→ **TASK**: Write out exactly the lines below that run from the one containing "double e = blur * i / 6;" through the one containing "cairo_set_miter_limit(cr, 4);", both included, with no other lines.

##### SUPPLIED RECORDS #####

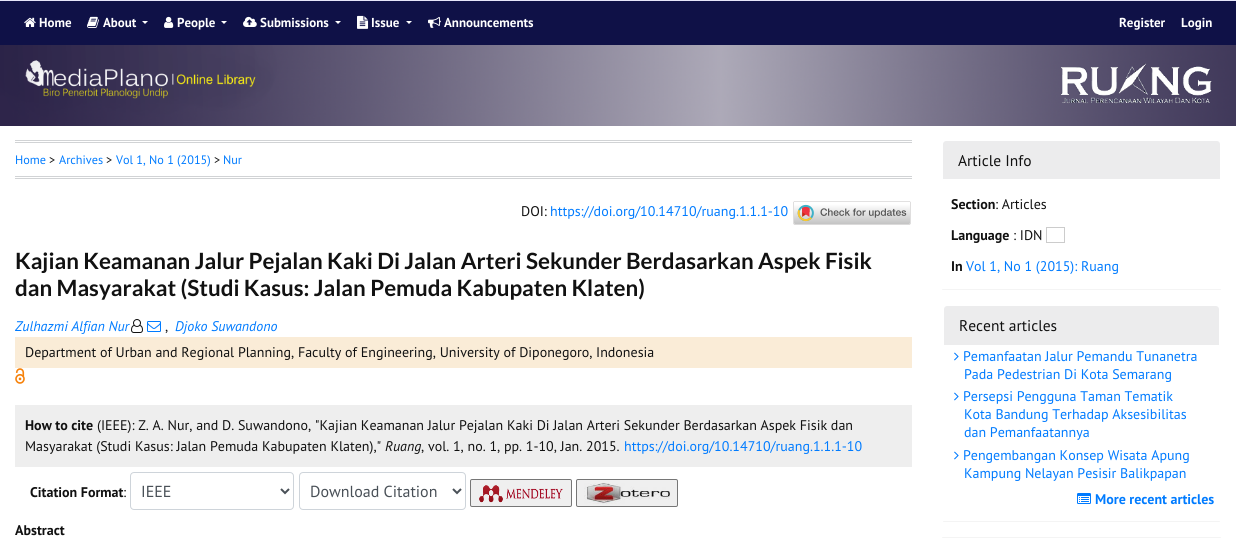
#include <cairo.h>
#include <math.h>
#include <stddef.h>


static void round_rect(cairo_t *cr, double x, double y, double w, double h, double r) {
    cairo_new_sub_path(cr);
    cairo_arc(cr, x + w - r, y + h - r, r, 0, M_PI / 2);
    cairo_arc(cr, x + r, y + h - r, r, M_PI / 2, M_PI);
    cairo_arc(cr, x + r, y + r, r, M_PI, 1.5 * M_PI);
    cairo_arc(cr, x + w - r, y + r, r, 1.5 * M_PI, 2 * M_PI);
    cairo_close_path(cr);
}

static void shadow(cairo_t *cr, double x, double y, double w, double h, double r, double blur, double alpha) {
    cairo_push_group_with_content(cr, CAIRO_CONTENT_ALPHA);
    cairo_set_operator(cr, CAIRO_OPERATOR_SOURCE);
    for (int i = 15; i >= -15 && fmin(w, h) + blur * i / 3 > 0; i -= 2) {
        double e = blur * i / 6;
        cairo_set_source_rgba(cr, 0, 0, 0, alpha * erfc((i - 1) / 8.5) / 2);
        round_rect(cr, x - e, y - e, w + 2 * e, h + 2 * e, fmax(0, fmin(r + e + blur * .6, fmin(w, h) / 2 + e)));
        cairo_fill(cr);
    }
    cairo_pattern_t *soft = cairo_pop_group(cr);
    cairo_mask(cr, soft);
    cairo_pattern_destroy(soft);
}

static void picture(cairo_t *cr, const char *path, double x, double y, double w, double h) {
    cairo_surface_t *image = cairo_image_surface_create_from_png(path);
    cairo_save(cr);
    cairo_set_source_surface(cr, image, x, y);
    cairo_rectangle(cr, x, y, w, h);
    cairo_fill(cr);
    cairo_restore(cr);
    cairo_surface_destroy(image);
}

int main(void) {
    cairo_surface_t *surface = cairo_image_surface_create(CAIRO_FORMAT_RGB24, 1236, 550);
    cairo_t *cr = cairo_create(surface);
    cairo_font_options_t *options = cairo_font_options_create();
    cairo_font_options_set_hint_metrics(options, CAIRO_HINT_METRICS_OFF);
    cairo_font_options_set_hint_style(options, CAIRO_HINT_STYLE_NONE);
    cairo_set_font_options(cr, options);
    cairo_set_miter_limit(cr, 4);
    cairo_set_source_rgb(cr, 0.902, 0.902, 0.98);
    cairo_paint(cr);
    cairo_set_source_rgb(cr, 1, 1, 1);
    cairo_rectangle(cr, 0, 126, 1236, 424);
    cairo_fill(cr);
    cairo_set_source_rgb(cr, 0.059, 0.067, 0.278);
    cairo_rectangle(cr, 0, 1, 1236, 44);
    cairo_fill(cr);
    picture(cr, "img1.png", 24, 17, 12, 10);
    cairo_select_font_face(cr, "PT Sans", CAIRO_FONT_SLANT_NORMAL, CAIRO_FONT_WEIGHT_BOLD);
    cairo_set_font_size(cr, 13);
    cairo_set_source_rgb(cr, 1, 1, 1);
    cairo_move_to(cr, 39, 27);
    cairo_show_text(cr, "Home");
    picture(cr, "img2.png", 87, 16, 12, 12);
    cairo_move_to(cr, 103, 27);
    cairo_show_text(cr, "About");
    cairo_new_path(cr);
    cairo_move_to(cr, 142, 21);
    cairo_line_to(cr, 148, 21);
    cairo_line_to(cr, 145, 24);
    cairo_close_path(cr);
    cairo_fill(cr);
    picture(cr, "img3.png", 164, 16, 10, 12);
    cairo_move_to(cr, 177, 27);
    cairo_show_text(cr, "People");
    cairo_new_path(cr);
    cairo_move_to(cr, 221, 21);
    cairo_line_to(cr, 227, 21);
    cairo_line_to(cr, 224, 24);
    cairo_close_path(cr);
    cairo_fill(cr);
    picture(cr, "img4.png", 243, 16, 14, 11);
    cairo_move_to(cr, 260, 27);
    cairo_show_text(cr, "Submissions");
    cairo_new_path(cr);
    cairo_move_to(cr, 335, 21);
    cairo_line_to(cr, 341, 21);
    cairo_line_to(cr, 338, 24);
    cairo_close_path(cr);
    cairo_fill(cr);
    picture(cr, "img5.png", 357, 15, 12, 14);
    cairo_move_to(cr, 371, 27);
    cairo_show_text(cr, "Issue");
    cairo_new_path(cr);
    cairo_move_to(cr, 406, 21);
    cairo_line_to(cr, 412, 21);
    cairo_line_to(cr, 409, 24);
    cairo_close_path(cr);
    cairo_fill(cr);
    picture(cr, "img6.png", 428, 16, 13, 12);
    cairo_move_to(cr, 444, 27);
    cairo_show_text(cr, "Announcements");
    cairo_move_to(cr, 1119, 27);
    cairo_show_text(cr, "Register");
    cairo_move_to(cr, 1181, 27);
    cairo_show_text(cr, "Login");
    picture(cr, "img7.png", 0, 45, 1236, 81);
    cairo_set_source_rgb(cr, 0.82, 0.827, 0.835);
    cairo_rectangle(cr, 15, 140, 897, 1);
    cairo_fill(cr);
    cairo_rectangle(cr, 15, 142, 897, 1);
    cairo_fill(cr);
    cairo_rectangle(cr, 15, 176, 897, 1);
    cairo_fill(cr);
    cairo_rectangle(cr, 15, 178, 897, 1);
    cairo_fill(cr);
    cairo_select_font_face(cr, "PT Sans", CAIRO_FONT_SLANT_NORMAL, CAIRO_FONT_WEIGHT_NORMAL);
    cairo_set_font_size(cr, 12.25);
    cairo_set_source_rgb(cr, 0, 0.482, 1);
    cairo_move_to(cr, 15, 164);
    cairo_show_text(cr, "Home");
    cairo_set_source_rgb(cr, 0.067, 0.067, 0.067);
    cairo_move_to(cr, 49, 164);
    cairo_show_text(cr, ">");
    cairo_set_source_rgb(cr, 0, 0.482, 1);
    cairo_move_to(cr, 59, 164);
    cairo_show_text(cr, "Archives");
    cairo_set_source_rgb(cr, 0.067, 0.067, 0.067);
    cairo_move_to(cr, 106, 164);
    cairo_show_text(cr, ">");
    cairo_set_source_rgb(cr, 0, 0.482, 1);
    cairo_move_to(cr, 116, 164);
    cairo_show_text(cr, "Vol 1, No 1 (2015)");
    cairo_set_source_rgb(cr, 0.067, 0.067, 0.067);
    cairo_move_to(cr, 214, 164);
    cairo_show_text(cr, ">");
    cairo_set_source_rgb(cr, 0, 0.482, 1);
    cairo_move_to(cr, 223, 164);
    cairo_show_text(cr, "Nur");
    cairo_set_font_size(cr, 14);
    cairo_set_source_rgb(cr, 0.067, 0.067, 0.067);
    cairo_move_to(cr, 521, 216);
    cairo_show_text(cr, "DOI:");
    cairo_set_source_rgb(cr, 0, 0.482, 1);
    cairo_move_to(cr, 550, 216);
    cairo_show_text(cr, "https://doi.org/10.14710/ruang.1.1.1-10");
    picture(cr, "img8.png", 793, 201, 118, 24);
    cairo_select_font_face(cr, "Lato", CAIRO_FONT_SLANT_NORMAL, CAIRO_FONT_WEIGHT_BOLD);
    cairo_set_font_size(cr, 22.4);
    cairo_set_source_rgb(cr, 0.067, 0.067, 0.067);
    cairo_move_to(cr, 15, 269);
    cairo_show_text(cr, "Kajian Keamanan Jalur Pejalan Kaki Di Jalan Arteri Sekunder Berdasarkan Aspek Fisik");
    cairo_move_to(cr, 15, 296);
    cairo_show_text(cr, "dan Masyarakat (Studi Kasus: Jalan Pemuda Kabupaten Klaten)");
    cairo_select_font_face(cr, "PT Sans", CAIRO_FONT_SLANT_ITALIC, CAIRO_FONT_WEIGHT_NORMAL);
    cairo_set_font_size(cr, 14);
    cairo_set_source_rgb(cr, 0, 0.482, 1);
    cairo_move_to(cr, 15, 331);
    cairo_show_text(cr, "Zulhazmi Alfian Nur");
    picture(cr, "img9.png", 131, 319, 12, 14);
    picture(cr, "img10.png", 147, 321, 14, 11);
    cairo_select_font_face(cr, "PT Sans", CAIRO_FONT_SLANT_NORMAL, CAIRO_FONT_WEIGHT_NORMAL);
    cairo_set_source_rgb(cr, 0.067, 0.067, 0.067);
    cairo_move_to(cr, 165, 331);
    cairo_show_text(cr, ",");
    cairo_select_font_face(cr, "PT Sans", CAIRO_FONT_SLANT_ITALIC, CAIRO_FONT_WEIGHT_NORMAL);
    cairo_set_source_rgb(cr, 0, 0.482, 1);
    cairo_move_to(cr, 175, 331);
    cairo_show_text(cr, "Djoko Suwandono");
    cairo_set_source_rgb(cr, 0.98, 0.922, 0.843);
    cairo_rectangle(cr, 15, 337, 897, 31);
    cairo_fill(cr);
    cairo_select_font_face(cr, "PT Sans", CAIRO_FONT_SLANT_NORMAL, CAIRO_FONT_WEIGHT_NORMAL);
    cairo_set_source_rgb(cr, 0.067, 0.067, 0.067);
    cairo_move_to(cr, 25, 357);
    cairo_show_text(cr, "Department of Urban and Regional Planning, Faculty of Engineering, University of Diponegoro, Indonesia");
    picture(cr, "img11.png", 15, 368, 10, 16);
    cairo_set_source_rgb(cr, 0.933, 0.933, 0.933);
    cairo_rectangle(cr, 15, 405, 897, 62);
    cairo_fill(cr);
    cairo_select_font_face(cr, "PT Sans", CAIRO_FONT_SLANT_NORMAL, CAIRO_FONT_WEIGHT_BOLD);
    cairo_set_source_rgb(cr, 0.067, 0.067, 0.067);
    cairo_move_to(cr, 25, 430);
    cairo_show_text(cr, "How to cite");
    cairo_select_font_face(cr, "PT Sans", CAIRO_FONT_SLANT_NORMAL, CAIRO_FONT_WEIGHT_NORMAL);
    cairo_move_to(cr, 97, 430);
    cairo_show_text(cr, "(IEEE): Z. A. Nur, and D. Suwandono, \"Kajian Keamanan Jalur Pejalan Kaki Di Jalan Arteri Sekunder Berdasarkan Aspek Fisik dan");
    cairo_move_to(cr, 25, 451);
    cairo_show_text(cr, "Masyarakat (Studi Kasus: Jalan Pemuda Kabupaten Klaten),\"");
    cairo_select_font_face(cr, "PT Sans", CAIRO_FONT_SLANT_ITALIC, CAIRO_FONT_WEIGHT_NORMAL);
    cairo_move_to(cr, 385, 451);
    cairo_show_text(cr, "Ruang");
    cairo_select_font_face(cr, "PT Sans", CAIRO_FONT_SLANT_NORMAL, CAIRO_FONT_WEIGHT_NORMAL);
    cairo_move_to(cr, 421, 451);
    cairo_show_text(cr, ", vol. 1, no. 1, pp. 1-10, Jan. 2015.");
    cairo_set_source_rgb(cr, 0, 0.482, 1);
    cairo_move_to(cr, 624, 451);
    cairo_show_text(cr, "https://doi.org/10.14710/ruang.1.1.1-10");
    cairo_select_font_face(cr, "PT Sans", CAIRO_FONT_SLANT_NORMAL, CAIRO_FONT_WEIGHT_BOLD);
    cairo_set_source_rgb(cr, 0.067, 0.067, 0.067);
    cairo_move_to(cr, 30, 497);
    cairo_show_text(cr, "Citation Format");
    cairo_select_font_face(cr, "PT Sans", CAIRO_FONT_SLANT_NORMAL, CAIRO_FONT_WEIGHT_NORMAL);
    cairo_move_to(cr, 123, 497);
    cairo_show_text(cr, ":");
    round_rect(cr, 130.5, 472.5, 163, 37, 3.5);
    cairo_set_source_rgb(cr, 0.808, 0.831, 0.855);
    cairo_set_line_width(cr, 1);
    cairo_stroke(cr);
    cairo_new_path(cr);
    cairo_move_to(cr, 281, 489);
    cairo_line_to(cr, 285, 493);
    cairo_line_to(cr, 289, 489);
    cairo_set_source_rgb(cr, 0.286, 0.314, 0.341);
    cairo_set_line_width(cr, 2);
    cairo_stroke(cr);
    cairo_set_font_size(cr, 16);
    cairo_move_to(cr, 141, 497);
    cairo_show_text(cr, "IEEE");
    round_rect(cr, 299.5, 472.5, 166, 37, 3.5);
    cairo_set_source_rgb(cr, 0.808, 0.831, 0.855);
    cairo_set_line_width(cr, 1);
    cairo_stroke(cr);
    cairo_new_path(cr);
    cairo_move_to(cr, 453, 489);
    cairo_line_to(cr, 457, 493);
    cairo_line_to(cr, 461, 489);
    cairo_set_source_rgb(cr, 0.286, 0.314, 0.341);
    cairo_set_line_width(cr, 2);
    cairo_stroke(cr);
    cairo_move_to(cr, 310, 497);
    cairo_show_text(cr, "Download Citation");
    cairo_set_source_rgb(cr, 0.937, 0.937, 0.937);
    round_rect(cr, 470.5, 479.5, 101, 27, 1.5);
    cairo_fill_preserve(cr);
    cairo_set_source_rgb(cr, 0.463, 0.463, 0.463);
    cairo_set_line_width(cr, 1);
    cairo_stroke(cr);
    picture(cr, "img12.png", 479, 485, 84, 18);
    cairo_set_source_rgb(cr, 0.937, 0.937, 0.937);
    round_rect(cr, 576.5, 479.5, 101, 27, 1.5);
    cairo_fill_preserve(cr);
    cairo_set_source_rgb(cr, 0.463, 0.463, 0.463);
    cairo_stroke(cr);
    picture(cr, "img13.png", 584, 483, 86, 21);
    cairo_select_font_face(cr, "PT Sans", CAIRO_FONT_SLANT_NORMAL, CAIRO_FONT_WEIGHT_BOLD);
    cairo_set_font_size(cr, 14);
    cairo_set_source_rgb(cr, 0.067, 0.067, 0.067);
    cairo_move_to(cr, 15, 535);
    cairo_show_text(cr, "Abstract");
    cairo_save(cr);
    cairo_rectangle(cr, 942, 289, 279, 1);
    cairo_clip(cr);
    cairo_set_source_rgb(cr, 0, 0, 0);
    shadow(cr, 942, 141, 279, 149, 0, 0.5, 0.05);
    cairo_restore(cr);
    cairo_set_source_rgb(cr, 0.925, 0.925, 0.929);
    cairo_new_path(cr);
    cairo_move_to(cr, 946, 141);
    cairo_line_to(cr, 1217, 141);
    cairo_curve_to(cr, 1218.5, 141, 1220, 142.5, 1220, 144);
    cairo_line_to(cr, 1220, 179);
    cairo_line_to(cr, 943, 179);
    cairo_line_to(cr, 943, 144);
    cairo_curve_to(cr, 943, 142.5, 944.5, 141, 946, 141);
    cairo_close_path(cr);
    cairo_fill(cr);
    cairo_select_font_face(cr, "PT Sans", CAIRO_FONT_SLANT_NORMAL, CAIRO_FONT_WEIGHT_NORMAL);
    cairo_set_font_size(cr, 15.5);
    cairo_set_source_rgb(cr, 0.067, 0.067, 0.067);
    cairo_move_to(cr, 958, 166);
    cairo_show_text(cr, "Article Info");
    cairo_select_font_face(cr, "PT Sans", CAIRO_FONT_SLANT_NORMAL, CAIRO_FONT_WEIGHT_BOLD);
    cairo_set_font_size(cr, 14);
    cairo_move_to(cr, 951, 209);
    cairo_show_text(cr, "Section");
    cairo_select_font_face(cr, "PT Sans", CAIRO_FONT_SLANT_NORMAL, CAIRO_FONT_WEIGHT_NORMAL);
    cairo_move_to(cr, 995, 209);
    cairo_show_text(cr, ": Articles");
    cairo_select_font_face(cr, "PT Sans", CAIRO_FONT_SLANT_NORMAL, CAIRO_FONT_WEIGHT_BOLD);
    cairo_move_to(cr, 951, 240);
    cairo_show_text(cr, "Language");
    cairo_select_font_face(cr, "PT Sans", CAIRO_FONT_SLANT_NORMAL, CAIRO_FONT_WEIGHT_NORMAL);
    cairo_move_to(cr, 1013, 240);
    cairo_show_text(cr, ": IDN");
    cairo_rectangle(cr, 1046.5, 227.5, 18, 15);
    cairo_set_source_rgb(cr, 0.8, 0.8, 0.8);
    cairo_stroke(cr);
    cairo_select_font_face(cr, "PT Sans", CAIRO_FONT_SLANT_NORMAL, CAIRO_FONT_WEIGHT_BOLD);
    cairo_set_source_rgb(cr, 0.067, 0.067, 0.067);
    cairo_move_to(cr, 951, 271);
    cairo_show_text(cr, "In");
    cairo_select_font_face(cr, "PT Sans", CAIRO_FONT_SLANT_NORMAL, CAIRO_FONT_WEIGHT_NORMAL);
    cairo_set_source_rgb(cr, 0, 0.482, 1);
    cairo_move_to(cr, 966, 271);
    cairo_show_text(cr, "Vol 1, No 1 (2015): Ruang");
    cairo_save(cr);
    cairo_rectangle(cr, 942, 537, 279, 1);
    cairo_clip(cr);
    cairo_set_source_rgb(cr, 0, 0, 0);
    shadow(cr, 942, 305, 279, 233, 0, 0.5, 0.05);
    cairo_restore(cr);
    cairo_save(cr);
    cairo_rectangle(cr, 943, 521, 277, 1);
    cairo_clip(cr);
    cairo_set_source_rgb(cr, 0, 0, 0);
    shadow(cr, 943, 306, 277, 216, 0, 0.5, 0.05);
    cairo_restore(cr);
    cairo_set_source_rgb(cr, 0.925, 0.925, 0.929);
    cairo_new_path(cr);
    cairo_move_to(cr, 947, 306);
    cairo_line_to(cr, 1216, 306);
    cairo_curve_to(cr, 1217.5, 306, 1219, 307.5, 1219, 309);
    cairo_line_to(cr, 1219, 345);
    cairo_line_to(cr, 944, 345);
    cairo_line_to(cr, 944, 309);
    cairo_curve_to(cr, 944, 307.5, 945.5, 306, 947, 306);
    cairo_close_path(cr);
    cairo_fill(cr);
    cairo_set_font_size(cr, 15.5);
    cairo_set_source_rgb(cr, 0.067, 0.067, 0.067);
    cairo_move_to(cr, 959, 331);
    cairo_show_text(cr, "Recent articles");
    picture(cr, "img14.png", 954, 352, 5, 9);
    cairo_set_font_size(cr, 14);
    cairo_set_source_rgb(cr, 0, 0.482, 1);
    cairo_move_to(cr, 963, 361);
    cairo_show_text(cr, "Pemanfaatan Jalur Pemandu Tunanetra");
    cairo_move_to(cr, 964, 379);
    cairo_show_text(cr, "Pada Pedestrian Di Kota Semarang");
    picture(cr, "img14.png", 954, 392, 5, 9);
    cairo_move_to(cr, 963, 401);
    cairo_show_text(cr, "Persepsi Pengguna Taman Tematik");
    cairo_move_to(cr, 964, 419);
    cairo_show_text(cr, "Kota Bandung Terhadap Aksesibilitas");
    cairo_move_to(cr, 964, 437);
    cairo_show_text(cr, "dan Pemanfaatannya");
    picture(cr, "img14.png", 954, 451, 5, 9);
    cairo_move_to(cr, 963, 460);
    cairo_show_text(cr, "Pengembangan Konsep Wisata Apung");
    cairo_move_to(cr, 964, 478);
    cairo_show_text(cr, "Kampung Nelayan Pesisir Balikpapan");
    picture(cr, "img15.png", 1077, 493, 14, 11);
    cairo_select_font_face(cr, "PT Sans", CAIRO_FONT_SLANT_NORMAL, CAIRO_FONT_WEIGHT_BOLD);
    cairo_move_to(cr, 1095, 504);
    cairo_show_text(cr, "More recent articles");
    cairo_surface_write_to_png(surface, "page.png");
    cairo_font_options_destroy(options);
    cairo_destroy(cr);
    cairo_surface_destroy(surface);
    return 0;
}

#####

→ **RESULT FOR THIS TASK**:
        double e = blur * i / 6;
        cairo_set_source_rgba(cr, 0, 0, 0, alpha * erfc((i - 1) / 8.5) / 2);
        round_rect(cr, x - e, y - e, w + 2 * e, h + 2 * e, fmax(0, fmin(r + e + blur * .6, fmin(w, h) / 2 + e)));
        cairo_fill(cr);
    }
    cairo_pattern_t *soft = cairo_pop_group(cr);
    cairo_mask(cr, soft);
    cairo_pattern_destroy(soft);
}

static void picture(cairo_t *cr, const char *path, double x, double y, double w, double h) {
    cairo_surface_t *image = cairo_image_surface_create_from_png(path);
    cairo_save(cr);
    cairo_set_source_surface(cr, image, x, y);
    cairo_rectangle(cr, x, y, w, h);
    cairo_fill(cr);
    cairo_restore(cr);
    cairo_surface_destroy(image);
}

int main(void) {
    cairo_surface_t *surface = cairo_image_surface_create(CAIRO_FORMAT_RGB24, 1236, 550);
    cairo_t *cr = cairo_create(surface);
    cairo_font_options_t *options = cairo_font_options_create();
    cairo_font_options_set_hint_metrics(options, CAIRO_HINT_METRICS_OFF);
    cairo_font_options_set_hint_style(options, CAIRO_HINT_STYLE_NONE);
    cairo_set_font_options(cr, options);
    cairo_set_miter_limit(cr, 4);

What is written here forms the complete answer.